Step 4: the server and the user terminate the session through the session identifier C ₀, as shown in fig. 5 specifically:

step 4.1: the server calculates signature eta for the C ₀ and the sk and sends eta to the user;

Step 4.2: the user verifies if the signature η is true and if so, the C ₀ session is aborted.

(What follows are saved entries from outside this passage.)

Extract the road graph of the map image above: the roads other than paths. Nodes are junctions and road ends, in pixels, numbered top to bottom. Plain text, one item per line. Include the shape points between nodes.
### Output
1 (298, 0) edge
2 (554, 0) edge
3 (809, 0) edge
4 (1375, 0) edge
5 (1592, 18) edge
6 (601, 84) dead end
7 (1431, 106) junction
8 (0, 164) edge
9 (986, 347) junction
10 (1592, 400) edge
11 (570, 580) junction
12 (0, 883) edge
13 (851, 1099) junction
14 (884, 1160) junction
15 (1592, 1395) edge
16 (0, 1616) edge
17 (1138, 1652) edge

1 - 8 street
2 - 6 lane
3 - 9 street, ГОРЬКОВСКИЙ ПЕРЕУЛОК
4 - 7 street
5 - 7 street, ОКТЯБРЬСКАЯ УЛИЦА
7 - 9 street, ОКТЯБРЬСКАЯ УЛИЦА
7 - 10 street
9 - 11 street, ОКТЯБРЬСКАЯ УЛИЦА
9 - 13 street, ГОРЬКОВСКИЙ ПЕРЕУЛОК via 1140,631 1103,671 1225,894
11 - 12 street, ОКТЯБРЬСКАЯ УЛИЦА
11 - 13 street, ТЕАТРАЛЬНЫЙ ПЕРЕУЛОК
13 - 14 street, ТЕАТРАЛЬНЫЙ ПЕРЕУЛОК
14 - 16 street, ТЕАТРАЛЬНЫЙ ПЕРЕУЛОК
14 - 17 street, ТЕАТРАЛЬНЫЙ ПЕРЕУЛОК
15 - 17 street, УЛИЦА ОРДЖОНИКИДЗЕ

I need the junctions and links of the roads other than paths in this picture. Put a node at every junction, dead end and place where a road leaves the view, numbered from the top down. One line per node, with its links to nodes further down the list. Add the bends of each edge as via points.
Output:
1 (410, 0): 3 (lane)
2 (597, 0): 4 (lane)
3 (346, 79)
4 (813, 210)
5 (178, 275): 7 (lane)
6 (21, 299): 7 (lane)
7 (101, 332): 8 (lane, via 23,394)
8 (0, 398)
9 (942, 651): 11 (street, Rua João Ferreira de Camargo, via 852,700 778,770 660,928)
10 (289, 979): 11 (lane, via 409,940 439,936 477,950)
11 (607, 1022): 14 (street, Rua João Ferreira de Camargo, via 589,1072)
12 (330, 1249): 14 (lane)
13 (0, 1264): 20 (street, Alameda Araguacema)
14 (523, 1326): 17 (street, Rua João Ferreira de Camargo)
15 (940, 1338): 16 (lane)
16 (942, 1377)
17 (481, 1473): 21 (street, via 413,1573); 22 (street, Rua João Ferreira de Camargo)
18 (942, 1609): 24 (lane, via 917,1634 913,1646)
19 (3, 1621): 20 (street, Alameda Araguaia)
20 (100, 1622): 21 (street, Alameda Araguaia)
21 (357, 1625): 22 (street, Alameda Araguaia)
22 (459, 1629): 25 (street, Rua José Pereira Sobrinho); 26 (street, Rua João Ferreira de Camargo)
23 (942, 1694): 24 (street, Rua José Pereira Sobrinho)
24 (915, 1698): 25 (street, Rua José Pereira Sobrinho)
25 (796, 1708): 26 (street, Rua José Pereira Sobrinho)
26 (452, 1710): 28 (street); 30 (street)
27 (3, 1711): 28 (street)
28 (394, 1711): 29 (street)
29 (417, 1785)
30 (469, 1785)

The foregoing embodiments are merely illustrative of the technical concept and features of the present invention, and are intended to enable those skilled in the art to understand the present invention and to implement the same, not to limit the scope of the present invention. All equivalent changes or modifications made according to the spirit of the present invention should be included in the scope of the present invention.

Claims (2)

1. An anonymous subscription method based on broadcast encryption is characterized by comprising the following steps:

step 1: setting a system main public key PK and a main private key MSK, and setting a signature public key PK and a signature private key sk;

Step 1.1: three different prime numbers P ₁、P₂、P₃,N＝P₁P₂P₃, N-order cyclic groups G and G _T are selected, and bilinear mapping e is set up from G×G to G _T Respectively representing subgroups with the middle order of P ₁、P₂、P₃ in the cyclic group G;

Step 1.2: inputting a security parameter k and the number _m of receivers, randomly selecting g, h, u ₁,u₂,···,u_m∈G_p1, a system main public key PK= { g, h, u ₁,u₂,···,u_m,v＝e(g,g)^α, PK }, and a system main private key MSK= { alpha, sk };

Step 2: generating a user private key d _IDi＝{d₀,d₁ according to the system main public key PK and the main private key MSK;

Step 2.1: selecting a user set S epsilon { ID ₁,ID₂,···,ID_s }, S is less than or equal to m, randomly selecting R _i∈Z_N,Z_N as an integer set, and R _i、R_i'∈G_p3, wherein i is more than or equal to 1 and less than or equal to S;

step 2.2: calculating a user private key for each user

Step 3: the user logs in the server through a user private key;

step 3.1: user random selection Calculating R, r=e (g, g) ^x, and sending R to the server;

step 3.2: the server randomly selects b, Z、/>The calculation of C ₀、C₁、C₂、T,C₀＝v^k M is carried out,C ₂＝g^kZ',T＝e(g,g)^y, M represents a login password selected by the server, and for < R, C ₀,C₁,C₂, T > calculation signature _σ, R, C ₀,C₁,C₂ and sigma > are sent to the user;

Step 3.3: signature verification is performed using the public signature key pk, and if the verification is true, the decryption value P and the session key K _C are calculated, K _C＝T^x, sending P to the server;

Step 3.4: the server verifies whether the equation p=m is true, if so, the server calculates a session key K _S＝R^y, and K _S＝K_C,C₀ is defined as a session identifier, and the user and the server successfully establish a connection;

Step 4: the server and the user terminate the session via session identification C ₀.

2. The anonymous subscription method based on broadcast encryption according to claim 1, wherein the specific method of step 4 is as follows:

Step 4.1: the server calculates signature eta for the session identifications C ₀ and sk and sends eta to the user;

Step 4.2: the user verifies if the signature η is true and if so, the C ₀ session is aborted.